EXTRACTED MATERIAL: Begin
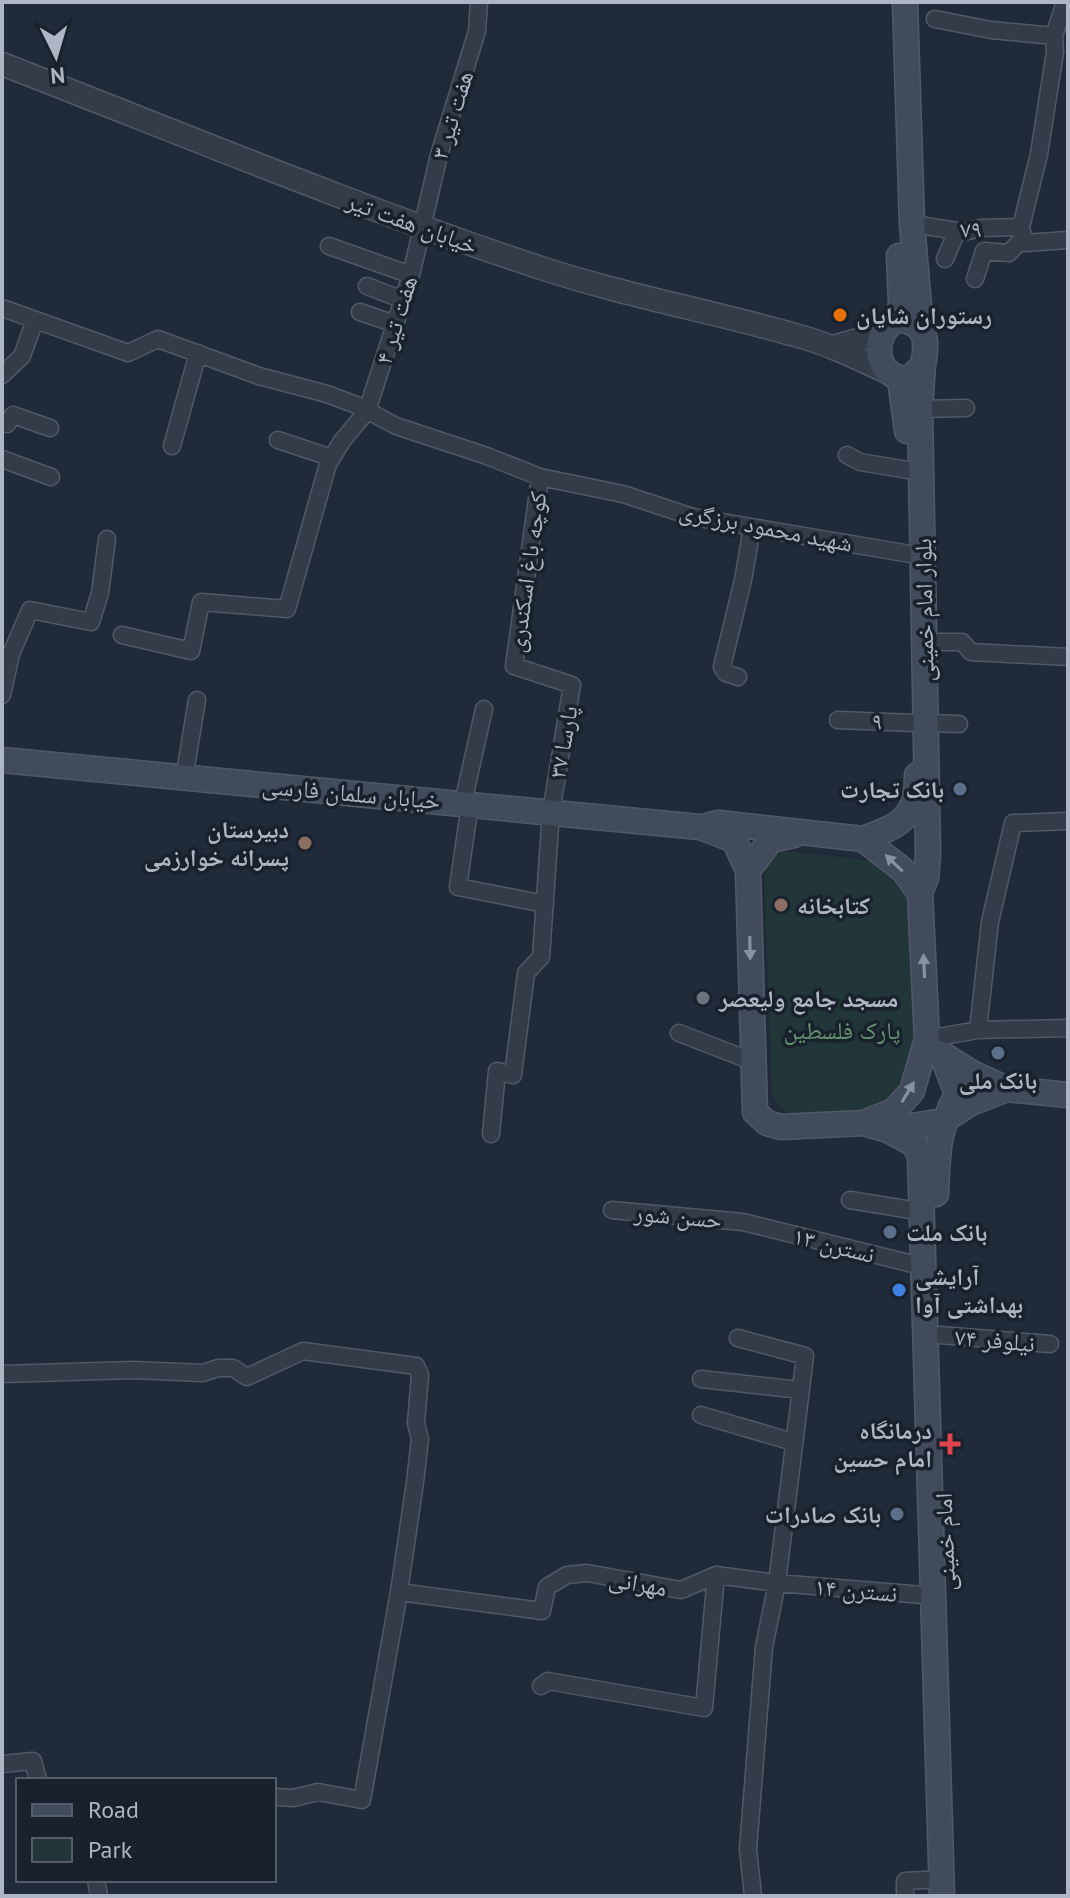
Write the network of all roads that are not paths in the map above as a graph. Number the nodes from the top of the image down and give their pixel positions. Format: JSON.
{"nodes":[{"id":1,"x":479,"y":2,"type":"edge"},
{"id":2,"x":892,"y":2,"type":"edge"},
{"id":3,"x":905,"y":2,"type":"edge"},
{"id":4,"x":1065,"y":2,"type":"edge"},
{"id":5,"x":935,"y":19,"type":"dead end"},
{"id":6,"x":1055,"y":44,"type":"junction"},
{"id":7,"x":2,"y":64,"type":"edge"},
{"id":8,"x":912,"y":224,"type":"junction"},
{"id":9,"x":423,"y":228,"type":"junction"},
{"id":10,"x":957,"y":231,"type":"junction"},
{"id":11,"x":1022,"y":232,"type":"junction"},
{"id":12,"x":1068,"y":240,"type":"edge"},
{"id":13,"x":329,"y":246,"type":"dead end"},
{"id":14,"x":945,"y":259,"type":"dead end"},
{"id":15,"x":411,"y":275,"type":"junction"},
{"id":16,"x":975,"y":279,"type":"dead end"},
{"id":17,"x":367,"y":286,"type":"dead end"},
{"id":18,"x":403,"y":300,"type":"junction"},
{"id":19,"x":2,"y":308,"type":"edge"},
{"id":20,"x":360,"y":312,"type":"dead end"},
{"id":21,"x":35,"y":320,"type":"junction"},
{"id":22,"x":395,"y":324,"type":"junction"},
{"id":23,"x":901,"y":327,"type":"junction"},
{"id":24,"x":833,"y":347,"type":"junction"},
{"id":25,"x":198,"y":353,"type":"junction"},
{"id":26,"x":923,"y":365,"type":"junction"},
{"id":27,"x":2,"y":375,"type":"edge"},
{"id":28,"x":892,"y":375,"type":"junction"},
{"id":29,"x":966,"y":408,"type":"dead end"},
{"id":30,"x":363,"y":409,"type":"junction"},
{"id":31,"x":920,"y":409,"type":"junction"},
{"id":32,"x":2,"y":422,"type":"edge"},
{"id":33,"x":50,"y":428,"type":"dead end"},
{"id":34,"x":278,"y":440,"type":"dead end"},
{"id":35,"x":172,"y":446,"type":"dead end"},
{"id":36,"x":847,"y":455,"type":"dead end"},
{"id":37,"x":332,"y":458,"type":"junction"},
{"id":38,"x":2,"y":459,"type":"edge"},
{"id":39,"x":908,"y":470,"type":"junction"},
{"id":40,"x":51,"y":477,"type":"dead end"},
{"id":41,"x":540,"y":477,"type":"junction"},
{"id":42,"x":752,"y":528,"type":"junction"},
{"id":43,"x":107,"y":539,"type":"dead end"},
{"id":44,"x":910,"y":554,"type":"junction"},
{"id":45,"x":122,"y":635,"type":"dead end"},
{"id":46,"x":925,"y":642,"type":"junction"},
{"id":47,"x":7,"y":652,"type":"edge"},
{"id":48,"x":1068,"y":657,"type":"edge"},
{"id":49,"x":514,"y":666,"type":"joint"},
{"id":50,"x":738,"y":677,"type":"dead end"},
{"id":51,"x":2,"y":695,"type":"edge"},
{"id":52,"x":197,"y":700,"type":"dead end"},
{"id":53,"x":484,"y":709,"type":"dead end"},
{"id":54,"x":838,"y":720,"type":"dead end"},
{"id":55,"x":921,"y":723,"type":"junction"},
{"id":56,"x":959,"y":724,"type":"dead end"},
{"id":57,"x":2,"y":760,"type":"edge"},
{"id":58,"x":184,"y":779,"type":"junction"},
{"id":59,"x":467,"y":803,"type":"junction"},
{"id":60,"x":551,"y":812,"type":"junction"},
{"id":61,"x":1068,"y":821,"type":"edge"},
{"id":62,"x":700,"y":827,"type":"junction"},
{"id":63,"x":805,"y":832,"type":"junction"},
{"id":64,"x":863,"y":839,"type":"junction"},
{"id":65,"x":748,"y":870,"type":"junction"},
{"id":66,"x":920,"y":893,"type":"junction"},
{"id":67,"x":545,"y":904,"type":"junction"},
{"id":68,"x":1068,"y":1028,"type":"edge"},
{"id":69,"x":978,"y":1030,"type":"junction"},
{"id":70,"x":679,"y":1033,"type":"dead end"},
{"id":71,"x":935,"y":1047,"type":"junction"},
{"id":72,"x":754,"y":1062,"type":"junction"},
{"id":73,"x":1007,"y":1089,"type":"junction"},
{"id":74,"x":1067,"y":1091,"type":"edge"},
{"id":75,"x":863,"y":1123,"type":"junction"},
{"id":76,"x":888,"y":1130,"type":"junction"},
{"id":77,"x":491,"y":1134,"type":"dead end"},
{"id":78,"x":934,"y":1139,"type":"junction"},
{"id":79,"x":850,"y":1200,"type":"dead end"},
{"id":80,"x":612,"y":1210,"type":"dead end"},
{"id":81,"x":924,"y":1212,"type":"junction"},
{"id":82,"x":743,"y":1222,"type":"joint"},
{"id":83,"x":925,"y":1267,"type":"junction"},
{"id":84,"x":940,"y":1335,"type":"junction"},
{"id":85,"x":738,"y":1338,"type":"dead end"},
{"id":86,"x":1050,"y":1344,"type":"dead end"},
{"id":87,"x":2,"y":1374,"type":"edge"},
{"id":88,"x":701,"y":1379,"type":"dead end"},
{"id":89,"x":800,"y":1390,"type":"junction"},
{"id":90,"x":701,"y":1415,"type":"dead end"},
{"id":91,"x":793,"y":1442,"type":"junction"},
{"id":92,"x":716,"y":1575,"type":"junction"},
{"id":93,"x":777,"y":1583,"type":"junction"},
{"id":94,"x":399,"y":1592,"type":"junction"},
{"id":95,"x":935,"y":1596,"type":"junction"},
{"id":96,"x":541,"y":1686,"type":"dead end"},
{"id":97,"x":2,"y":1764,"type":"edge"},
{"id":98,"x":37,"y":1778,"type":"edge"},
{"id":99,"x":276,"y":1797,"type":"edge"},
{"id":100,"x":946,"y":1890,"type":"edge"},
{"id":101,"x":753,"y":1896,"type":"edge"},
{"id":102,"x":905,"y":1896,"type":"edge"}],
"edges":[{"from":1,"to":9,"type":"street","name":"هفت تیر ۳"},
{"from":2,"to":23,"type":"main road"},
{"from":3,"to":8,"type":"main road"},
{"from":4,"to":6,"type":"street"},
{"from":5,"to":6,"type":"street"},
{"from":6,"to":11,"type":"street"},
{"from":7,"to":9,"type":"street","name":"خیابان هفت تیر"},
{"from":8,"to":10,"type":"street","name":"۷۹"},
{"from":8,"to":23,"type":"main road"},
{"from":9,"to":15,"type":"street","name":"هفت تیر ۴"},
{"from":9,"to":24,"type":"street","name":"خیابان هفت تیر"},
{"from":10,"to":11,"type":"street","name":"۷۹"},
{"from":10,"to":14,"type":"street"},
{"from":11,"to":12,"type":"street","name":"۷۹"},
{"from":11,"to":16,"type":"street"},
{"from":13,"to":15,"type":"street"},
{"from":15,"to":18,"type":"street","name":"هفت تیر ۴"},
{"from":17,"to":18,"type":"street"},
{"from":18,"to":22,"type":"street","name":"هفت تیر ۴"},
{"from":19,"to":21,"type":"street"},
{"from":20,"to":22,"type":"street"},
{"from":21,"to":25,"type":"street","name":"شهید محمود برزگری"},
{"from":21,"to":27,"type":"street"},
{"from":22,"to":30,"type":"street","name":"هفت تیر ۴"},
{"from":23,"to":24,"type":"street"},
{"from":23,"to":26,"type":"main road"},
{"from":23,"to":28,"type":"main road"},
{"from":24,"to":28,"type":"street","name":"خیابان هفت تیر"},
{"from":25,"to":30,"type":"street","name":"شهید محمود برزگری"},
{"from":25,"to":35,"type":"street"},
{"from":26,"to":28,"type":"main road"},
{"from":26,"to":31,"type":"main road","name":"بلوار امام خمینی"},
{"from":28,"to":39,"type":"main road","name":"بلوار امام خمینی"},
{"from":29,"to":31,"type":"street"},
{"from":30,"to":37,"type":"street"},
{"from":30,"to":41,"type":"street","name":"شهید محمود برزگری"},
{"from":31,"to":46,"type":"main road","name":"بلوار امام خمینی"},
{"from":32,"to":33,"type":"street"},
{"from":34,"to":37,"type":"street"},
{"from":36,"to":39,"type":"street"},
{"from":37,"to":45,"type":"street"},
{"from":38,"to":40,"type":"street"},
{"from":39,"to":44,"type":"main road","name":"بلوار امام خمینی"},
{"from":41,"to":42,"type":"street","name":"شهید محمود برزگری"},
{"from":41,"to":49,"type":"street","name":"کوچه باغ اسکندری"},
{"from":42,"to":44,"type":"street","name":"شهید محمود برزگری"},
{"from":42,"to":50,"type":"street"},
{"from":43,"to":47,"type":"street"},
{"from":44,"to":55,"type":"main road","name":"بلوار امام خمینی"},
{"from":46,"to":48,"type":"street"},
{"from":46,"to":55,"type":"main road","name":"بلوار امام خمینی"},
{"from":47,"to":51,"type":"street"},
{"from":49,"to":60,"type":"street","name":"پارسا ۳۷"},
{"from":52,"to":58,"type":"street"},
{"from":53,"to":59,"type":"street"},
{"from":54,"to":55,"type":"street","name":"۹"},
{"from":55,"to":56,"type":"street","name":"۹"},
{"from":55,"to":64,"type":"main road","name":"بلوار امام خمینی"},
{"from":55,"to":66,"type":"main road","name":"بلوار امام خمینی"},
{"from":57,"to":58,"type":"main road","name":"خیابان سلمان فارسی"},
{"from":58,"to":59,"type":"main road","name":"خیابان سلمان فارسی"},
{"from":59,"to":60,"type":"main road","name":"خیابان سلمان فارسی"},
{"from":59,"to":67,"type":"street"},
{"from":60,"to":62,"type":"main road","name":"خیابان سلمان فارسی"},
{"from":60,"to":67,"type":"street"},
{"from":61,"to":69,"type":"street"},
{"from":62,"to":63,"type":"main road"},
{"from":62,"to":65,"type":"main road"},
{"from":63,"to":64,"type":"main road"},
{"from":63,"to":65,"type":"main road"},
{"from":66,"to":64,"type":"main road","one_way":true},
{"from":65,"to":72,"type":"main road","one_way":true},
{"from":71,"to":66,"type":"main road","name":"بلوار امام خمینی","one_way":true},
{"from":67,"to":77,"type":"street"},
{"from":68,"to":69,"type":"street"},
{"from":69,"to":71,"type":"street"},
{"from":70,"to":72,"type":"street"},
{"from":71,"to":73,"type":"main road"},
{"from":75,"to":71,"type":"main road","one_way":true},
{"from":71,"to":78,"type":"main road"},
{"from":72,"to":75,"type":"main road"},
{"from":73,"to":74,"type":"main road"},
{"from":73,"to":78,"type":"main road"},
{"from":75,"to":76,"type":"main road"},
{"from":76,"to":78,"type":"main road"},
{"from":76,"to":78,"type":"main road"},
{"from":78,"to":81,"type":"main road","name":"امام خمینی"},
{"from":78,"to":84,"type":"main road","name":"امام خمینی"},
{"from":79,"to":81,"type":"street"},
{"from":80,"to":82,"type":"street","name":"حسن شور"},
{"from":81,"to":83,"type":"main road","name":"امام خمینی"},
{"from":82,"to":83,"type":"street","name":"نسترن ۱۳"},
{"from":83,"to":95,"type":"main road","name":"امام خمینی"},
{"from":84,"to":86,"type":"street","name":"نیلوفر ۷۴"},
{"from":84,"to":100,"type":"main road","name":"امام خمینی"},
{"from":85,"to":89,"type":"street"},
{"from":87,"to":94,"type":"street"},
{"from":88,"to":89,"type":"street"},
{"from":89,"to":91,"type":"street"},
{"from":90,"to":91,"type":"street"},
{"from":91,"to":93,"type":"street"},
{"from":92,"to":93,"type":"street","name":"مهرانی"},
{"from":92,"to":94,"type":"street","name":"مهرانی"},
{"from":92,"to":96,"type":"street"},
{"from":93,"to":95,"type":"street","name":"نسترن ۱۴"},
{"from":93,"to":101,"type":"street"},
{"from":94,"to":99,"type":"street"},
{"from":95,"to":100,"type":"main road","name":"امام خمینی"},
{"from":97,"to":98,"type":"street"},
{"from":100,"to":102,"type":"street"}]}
EXTRACTED MATERIAL: End
§ REQUIRED WORK
With "joint" as the string to find, copy every line of the records that holds it.

§ RESULT OF THIS EXERCISE
{"id":49,"x":514,"y":666,"type":"joint"},
{"id":82,"x":743,"y":1222,"type":"joint"},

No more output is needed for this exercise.